- [Data excerpts]

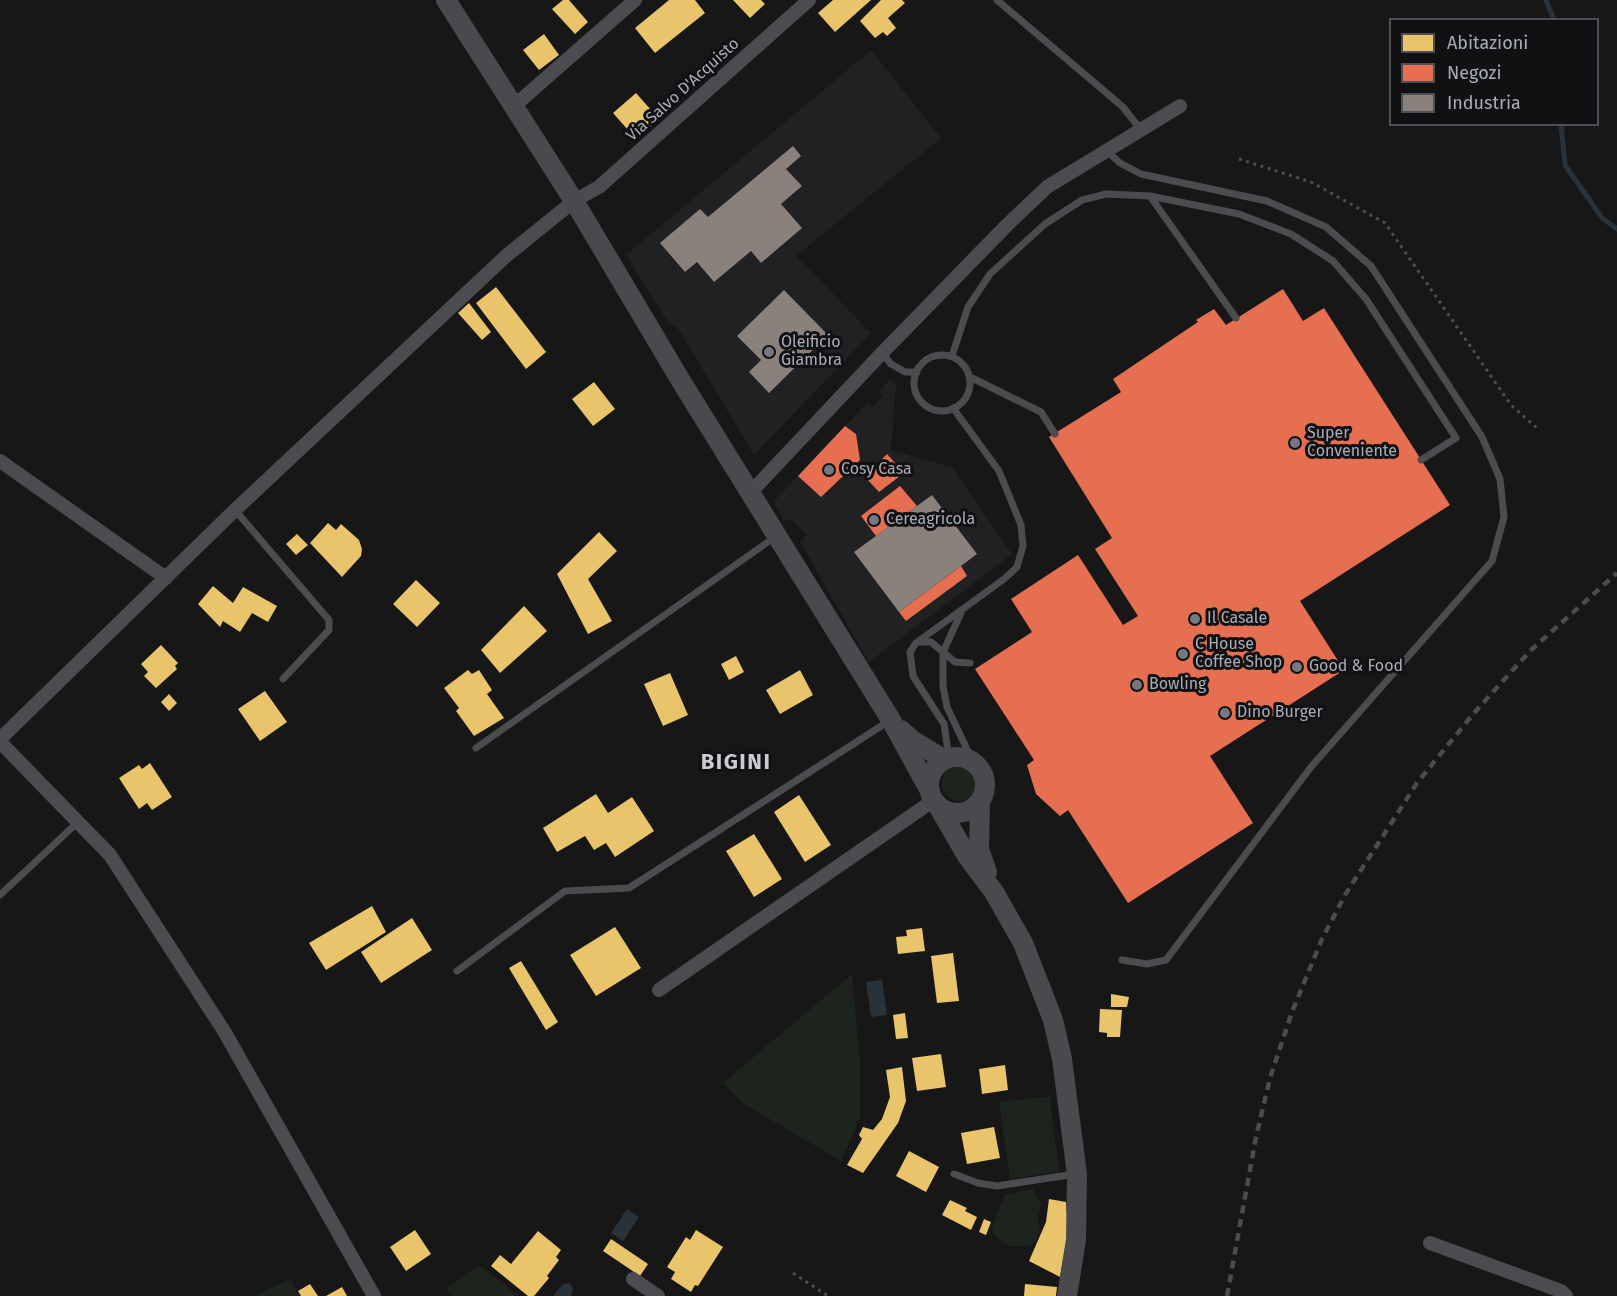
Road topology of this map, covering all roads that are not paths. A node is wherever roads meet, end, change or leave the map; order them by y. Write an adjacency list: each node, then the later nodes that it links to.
1 (446, 0): 5 (main road)
2 (635, 0): 5 (street)
3 (809, 0): 10 (street, Via Salvo D'Acquisto)
4 (997, 0): 7 (lane)
5 (513, 106): 10 (main road)
6 (1180, 106): 7 (street)
7 (1141, 130): 8 (street)
8 (1107, 151): 12 (street); 39 (lane)
9 (1150, 196): 11 (lane); 13 (lane); 18 (lane)
10 (574, 201): 20 (main road); 21 (street, Via Salvo D'Acquisto)
11 (1236, 318)
12 (882, 353): 14 (lane); 20 (street)
13 (952, 356): 14 (lane); 15 (lane)
14 (917, 372): 16 (lane)
15 (970, 377): 16 (lane); 17 (lane)
16 (953, 408): 24 (lane)
17 (1055, 434)
18 (1421, 460)
19 (0, 461): 23 (street)
20 (750, 493): 22 (main road)
21 (235, 510): 23 (street, Via Salvo D'Acquisto); 28 (lane)
22 (777, 536): 29 (main road); 31 (lane)
23 (166, 578): 30 (street, Via Salvo D'Acquisto)
24 (963, 610): 25 (lane); 26 (lane)
25 (916, 643): 26 (lane); 32 (lane)
26 (943, 651): 27 (lane); 33 (lane)
27 (970, 663)
28 (283, 679)
29 (891, 720): 32 (main road); 34 (main road); 40 (lane)
30 (0, 741): 36 (street)
31 (476, 748)
32 (947, 759): 33 (main road); 34 (main road)
33 (973, 762): 35 (main road)
34 (934, 799): 35 (main road); 37 (main road); 41 (street)
35 (980, 801): 37 (main road)
36 (78, 822): 38 (lane); 46 (street)
37 (994, 892): 43 (main road)
38 (0, 895)
39 (1122, 960)
40 (458, 971)
41 (659, 990)
42 (954, 1174): 43 (lane)
43 (1077, 1174): 48 (main road)
44 (1430, 1243): 49 (street)
45 (633, 1279): 47 (street)
46 (374, 1296)
47 (658, 1296)
48 (1067, 1296)
49 (1566, 1296)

- [Problem description] Restate the data word for word and exclude every picture.

- [Solved exercise]
Road topology of this map, covering all roads that are not paths. A node is wherever roads meet, end, change or leave the map; order them by y. Write an adjacency list: each node, then the later nodes that it links to.
1 (446, 0): 5 (main road)
2 (635, 0): 5 (street)
3 (809, 0): 10 (street, Via Salvo D'Acquisto)
4 (997, 0): 7 (lane)
5 (513, 106): 10 (main road)
6 (1180, 106): 7 (street)
7 (1141, 130): 8 (street)
8 (1107, 151): 12 (street); 39 (lane)
9 (1150, 196): 11 (lane); 13 (lane); 18 (lane)
10 (574, 201): 20 (main road); 21 (street, Via Salvo D'Acquisto)
11 (1236, 318)
12 (882, 353): 14 (lane); 20 (street)
13 (952, 356): 14 (lane); 15 (lane)
14 (917, 372): 16 (lane)
15 (970, 377): 16 (lane); 17 (lane)
16 (953, 408): 24 (lane)
17 (1055, 434)
18 (1421, 460)
19 (0, 461): 23 (street)
20 (750, 493): 22 (main road)
21 (235, 510): 23 (street, Via Salvo D'Acquisto); 28 (lane)
22 (777, 536): 29 (main road); 31 (lane)
23 (166, 578): 30 (street, Via Salvo D'Acquisto)
24 (963, 610): 25 (lane); 26 (lane)
25 (916, 643): 26 (lane); 32 (lane)
26 (943, 651): 27 (lane); 33 (lane)
27 (970, 663)
28 (283, 679)
29 (891, 720): 32 (main road); 34 (main road); 40 (lane)
30 (0, 741): 36 (street)
31 (476, 748)
32 (947, 759): 33 (main road); 34 (main road)
33 (973, 762): 35 (main road)
34 (934, 799): 35 (main road); 37 (main road); 41 (street)
35 (980, 801): 37 (main road)
36 (78, 822): 38 (lane); 46 (street)
37 (994, 892): 43 (main road)
38 (0, 895)
39 (1122, 960)
40 (458, 971)
41 (659, 990)
42 (954, 1174): 43 (lane)
43 (1077, 1174): 48 (main road)
44 (1430, 1243): 49 (street)
45 (633, 1279): 47 (street)
46 (374, 1296)
47 (658, 1296)
48 (1067, 1296)
49 (1566, 1296)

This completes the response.